Infleunce of External Noise on Flame Dynamics

The evolution of hydrodynamically unstable flames has been studied within a hydrodynamic theory, where the flame is confined to a surface separating the fresh mixture from the hot products. The present study is based on the weakly-nonlinear Michelson-Sivashinsky (MS) equation, obtained in the limit of small values of thermal expansion. With periodic boundary conditions the MS equation possesses exact solutions, known as ``pole solutions,'' which are cusp-like structures that propagate with a constant speed. A stable pole solution exists for any domain size, which must therefore be obtained as the long-time behavior of the equation when integrated numerically for arbitrary initial conditions. Computations show that this is indeed the case in domains of moderate size.
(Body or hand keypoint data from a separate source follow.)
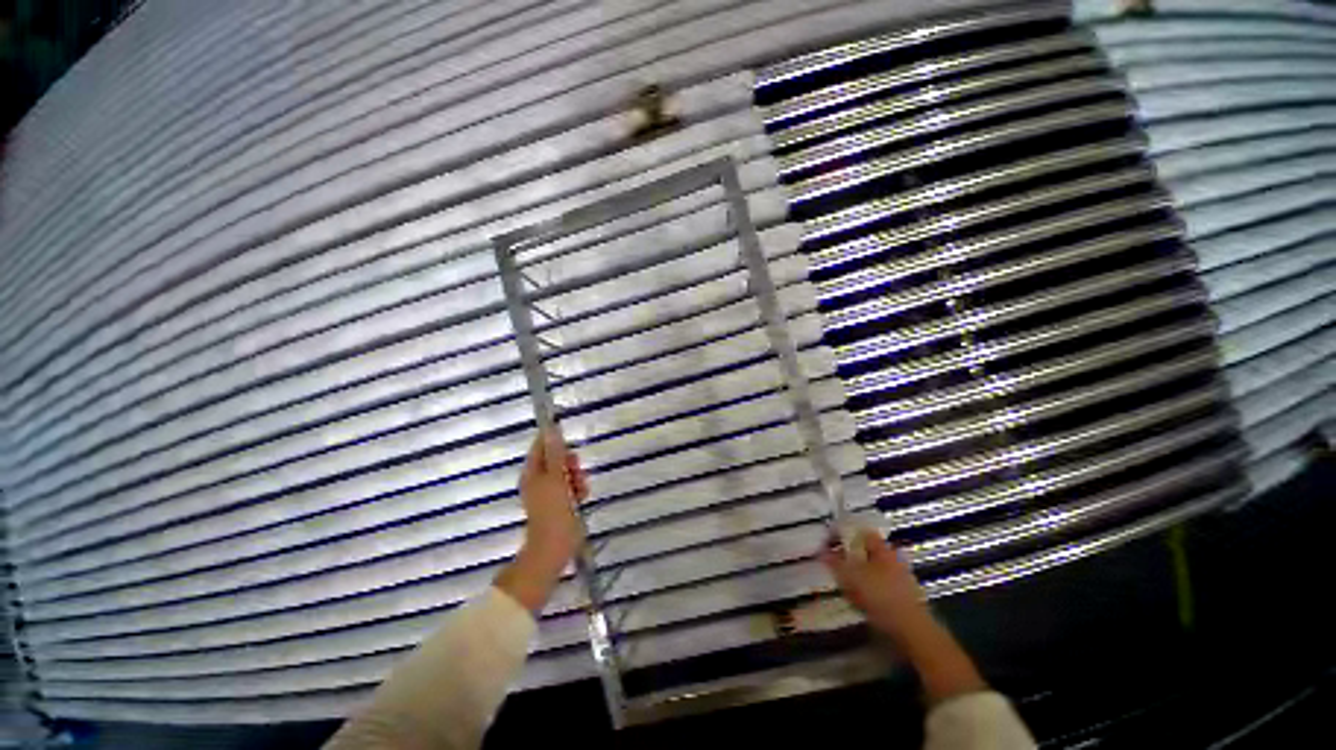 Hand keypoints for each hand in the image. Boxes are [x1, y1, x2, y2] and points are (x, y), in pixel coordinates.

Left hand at [495, 430, 588, 613]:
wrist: (554, 547)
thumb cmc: (553, 511)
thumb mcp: (555, 478)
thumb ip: (555, 453)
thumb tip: (551, 429)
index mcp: (532, 472)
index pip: (542, 445)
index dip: (556, 442)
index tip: (570, 447)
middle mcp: (539, 479)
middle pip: (557, 458)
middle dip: (570, 463)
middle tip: (576, 472)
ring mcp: (550, 491)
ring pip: (567, 472)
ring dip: (577, 476)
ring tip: (580, 489)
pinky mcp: (561, 502)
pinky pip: (571, 486)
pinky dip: (578, 488)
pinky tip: (582, 497)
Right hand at [820, 528, 932, 647]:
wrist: (912, 630)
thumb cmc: (881, 597)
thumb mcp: (851, 576)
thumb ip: (835, 561)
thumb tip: (823, 550)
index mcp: (882, 548)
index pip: (860, 532)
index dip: (844, 534)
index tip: (830, 541)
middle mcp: (894, 558)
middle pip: (867, 550)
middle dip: (851, 556)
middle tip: (835, 563)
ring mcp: (902, 577)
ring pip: (874, 568)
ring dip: (859, 573)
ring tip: (845, 583)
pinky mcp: (904, 596)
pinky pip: (880, 585)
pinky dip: (869, 588)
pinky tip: (860, 599) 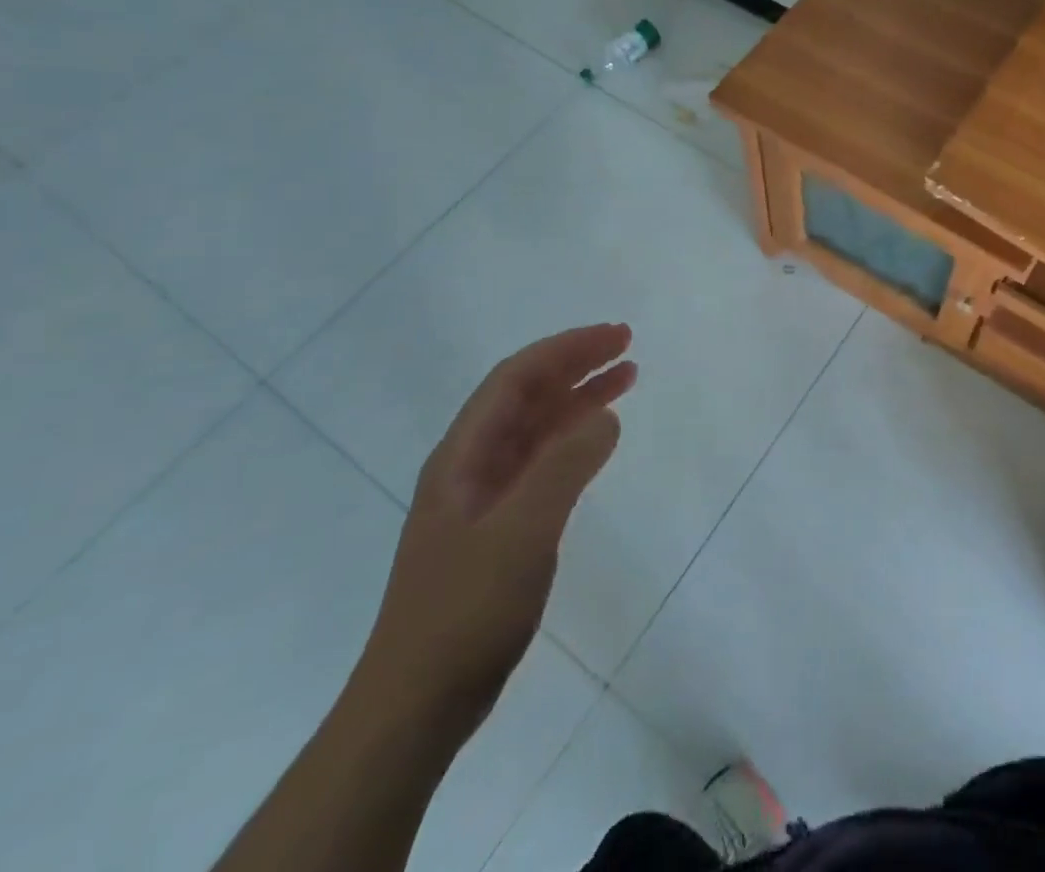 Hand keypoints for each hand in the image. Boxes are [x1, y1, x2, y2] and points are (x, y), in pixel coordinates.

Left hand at [358, 324, 635, 722]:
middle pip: (527, 396)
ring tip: (626, 379)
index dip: (566, 349)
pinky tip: (599, 440)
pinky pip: (542, 464)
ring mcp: (483, 499)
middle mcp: (470, 466)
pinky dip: (574, 441)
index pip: (516, 379)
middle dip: (575, 365)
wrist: (417, 706)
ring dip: (579, 399)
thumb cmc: (465, 611)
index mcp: (463, 456)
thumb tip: (605, 414)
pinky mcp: (499, 528)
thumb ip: (566, 466)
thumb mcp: (522, 531)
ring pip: (537, 429)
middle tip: (627, 347)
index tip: (615, 337) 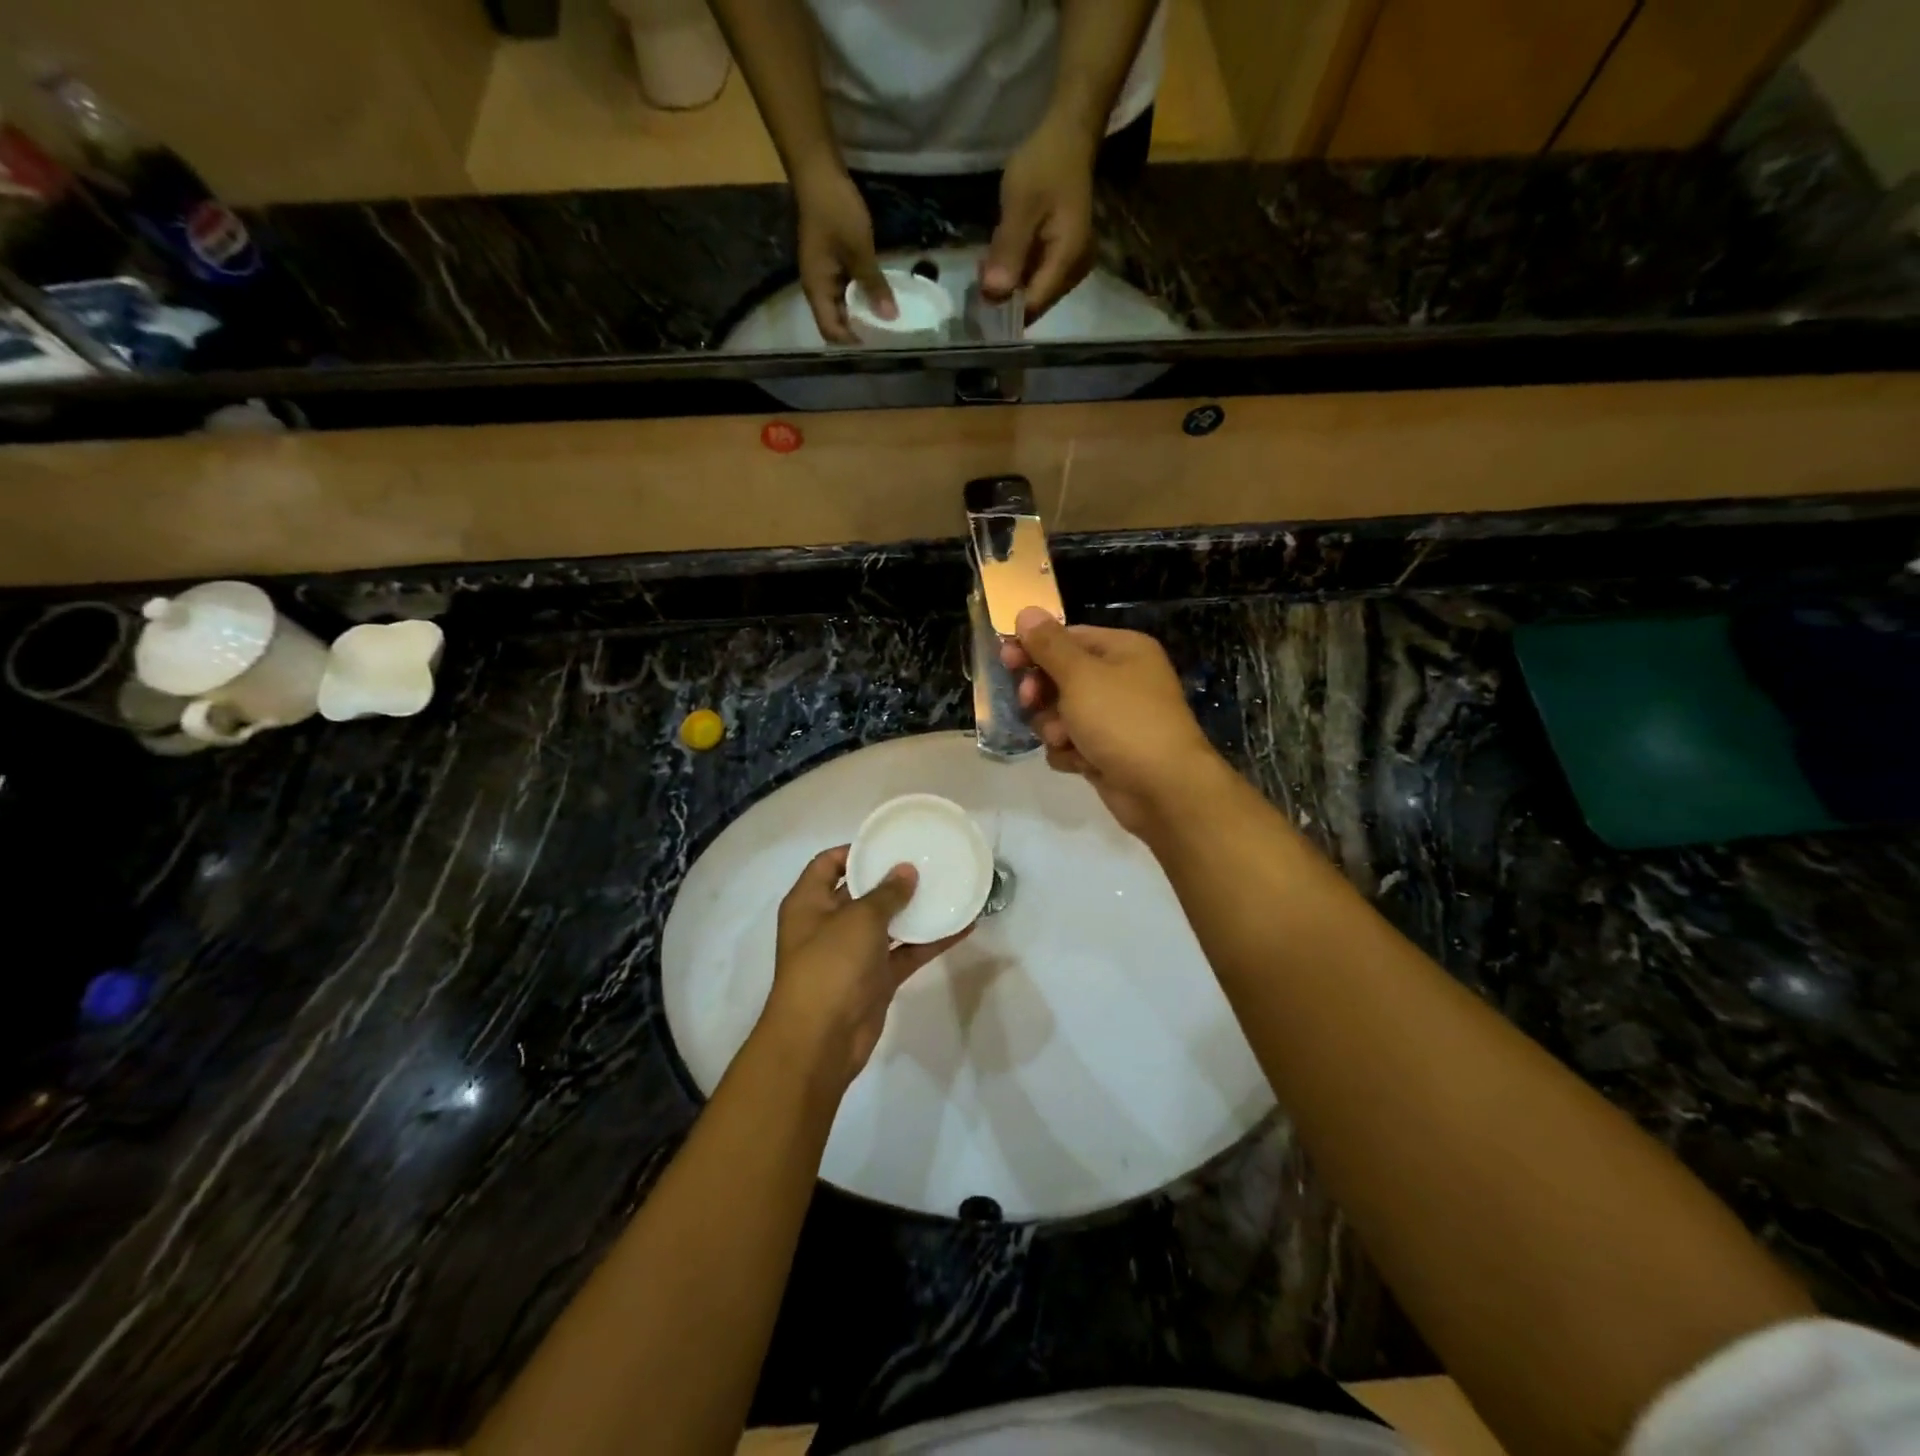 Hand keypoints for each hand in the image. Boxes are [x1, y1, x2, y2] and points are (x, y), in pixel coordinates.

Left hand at [758, 846, 968, 1087]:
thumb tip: (906, 870)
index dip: (855, 851)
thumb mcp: (858, 919)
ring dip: (914, 910)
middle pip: (860, 892)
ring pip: (887, 924)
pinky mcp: (875, 979)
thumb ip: (886, 893)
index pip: (828, 864)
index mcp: (809, 903)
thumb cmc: (830, 966)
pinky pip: (904, 953)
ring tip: (948, 887)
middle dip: (891, 879)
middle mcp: (828, 924)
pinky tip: (962, 927)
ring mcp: (852, 954)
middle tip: (927, 861)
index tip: (890, 842)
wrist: (821, 1041)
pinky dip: (929, 942)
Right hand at [794, 164, 893, 344]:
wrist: (818, 170)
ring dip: (863, 312)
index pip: (831, 331)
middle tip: (887, 333)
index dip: (852, 340)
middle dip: (860, 329)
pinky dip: (862, 295)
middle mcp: (817, 287)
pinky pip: (847, 288)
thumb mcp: (860, 250)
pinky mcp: (832, 262)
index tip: (877, 341)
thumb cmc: (836, 210)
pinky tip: (880, 294)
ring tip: (887, 317)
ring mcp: (824, 274)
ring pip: (843, 306)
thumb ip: (874, 285)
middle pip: (836, 322)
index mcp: (817, 289)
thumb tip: (891, 318)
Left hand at [983, 110, 1099, 322]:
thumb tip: (992, 295)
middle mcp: (1074, 273)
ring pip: (1033, 293)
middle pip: (1034, 303)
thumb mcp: (1020, 205)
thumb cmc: (1045, 164)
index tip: (977, 302)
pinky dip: (1016, 275)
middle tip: (977, 280)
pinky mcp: (1063, 259)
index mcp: (1068, 262)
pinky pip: (1036, 278)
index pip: (1032, 305)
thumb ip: (1008, 251)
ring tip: (985, 269)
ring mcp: (1070, 268)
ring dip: (1008, 287)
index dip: (1005, 309)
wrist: (1068, 135)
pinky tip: (1000, 261)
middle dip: (1005, 299)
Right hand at [999, 607, 1222, 835]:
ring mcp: (1114, 718)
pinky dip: (1070, 752)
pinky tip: (1080, 762)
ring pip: (1061, 714)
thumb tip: (1026, 610)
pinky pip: (1071, 743)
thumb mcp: (1080, 676)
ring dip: (1054, 727)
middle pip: (1061, 676)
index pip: (1068, 637)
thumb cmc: (1122, 721)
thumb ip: (1049, 645)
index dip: (1034, 648)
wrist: (1163, 789)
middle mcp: (1120, 679)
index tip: (1006, 660)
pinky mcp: (1107, 751)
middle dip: (1042, 693)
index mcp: (1122, 650)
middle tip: (1029, 702)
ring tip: (1065, 739) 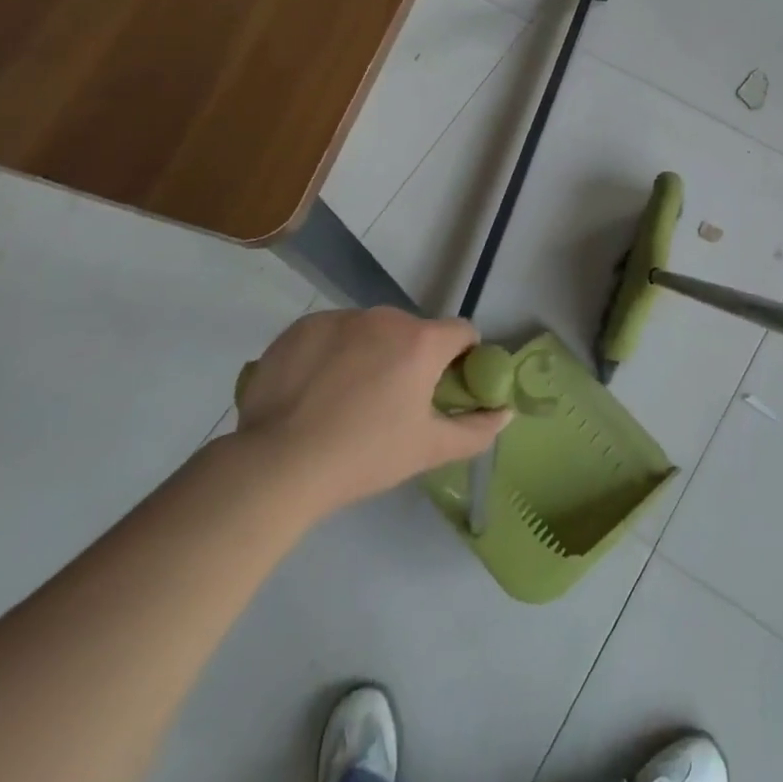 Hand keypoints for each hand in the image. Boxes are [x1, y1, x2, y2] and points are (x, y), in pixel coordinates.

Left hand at [233, 308, 508, 515]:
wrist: (277, 464)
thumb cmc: (364, 456)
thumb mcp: (428, 449)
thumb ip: (477, 430)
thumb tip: (505, 413)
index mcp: (422, 341)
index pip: (463, 332)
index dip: (463, 358)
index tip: (446, 388)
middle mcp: (385, 317)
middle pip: (414, 332)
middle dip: (412, 359)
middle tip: (392, 403)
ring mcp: (340, 318)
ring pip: (371, 330)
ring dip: (372, 353)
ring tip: (347, 399)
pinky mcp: (301, 327)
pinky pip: (332, 333)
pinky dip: (333, 353)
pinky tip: (316, 390)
In large domains, although a cusp-like structure develops on the average, small random-like subwrinkles appear sporadically on the flame propagating along its surface and affecting its speed. The intensity of this phenomenon is found highly sensitive to the level of numerical noise: the appearance of wrinkles is reduced or even eliminated with lower noise, and is increased with increasing the level of noise. It is concluded that the secondary structures that appear on the flame surface during its propagation are a peculiar response to background noise, numerical or physical, amplified by the hydrodynamic instability. This behavior is not only peculiar to the MS equation, but also exists when no restriction is placed on the density contrast.